▶ **Source material**

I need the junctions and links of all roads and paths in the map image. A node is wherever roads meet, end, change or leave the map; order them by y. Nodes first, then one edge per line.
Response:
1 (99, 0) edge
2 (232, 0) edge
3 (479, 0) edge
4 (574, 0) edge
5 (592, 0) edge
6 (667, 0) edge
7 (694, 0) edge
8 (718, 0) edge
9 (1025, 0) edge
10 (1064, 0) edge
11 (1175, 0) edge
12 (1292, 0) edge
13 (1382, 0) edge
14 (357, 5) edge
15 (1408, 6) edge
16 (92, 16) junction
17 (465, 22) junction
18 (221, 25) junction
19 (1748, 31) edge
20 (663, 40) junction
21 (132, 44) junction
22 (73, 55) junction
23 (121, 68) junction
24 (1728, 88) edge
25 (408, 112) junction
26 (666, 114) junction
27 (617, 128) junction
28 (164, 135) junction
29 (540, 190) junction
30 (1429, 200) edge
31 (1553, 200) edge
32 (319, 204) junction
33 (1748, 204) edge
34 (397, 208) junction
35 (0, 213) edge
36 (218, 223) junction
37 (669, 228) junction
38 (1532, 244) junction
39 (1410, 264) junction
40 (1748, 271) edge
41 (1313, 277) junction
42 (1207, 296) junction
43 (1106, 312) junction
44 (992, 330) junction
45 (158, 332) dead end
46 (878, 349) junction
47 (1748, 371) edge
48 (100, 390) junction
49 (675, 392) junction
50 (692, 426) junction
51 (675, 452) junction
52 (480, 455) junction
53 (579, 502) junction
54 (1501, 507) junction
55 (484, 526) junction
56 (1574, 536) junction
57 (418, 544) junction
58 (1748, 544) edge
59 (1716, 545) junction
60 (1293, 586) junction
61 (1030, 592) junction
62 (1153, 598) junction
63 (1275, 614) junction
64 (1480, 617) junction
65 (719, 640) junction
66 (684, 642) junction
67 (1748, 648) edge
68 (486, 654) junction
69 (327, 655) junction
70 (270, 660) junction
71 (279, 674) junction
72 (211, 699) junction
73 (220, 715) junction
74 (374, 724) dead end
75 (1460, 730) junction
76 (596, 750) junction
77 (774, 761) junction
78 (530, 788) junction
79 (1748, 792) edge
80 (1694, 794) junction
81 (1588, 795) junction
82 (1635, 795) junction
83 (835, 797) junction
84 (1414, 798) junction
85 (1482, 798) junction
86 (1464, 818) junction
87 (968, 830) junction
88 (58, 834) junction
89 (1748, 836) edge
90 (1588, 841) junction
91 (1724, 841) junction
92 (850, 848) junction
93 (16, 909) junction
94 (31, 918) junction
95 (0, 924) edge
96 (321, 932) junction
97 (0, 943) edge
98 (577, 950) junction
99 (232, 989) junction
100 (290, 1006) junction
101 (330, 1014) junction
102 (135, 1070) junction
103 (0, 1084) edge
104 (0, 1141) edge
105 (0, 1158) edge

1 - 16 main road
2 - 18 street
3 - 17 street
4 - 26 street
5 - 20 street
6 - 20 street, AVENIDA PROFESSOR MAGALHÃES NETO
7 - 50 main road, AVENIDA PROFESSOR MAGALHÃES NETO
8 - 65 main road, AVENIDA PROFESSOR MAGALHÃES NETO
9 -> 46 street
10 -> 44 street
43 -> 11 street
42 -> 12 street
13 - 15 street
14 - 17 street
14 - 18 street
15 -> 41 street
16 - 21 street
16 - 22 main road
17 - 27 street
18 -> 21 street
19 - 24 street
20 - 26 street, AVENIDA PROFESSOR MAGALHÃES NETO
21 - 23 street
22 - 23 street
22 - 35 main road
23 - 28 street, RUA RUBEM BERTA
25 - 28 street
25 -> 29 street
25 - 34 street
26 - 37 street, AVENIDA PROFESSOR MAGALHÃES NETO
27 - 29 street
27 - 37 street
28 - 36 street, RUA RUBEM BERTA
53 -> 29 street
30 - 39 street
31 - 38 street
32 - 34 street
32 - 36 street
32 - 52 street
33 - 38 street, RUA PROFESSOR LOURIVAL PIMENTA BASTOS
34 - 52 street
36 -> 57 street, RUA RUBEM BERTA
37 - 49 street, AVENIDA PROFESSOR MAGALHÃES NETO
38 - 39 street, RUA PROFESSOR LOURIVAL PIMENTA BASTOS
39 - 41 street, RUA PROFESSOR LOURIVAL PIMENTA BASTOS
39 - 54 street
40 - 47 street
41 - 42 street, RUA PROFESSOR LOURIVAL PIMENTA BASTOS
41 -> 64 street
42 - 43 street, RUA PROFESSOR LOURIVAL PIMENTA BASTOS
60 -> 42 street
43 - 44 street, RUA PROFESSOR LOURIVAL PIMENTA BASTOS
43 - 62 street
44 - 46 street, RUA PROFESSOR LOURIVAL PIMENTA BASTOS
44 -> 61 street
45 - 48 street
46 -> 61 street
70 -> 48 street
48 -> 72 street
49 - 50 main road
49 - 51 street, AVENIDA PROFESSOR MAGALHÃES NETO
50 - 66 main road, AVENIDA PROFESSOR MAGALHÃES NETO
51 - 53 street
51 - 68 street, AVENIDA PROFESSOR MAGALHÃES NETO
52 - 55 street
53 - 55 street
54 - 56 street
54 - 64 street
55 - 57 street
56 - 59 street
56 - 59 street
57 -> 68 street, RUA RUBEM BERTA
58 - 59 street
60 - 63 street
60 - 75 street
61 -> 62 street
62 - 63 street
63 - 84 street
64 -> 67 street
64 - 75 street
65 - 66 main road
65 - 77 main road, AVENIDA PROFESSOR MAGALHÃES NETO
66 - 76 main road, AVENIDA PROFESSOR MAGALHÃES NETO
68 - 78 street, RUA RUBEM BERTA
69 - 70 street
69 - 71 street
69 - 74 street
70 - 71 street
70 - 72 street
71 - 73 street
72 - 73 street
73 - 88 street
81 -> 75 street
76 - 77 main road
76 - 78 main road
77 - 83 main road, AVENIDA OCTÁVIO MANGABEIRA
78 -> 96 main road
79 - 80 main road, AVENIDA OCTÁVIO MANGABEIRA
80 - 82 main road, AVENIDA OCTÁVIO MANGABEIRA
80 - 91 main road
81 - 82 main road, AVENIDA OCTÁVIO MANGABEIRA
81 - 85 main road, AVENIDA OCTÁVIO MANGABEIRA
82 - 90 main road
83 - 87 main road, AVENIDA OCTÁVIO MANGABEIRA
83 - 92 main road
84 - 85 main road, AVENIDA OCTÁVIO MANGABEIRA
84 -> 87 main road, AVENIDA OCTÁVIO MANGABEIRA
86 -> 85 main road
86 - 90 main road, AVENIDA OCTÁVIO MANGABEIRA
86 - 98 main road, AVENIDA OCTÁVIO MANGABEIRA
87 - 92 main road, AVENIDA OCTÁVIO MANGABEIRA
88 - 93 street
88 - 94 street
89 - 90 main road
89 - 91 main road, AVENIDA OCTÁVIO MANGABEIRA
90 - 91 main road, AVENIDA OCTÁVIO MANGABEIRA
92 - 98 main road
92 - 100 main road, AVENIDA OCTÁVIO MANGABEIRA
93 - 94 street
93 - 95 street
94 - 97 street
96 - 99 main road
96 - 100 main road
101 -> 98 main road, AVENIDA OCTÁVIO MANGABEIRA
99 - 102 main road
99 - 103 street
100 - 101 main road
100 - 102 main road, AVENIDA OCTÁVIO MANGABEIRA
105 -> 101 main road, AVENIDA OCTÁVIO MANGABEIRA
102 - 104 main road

▶ **Description of the task**
Select and copy every line of the material that holds the string "MAGALHÃES".

▶ **Solution to the exercise**
6 - 20 street, AVENIDA PROFESSOR MAGALHÃES NETO
7 - 50 main road, AVENIDA PROFESSOR MAGALHÃES NETO
8 - 65 main road, AVENIDA PROFESSOR MAGALHÃES NETO
20 - 26 street, AVENIDA PROFESSOR MAGALHÃES NETO
26 - 37 street, AVENIDA PROFESSOR MAGALHÃES NETO
37 - 49 street, AVENIDA PROFESSOR MAGALHÃES NETO
49 - 51 street, AVENIDA PROFESSOR MAGALHÃES NETO
50 - 66 main road, AVENIDA PROFESSOR MAGALHÃES NETO
51 - 68 street, AVENIDA PROFESSOR MAGALHÃES NETO
65 - 77 main road, AVENIDA PROFESSOR MAGALHÃES NETO
66 - 76 main road, AVENIDA PROFESSOR MAGALHÃES NETO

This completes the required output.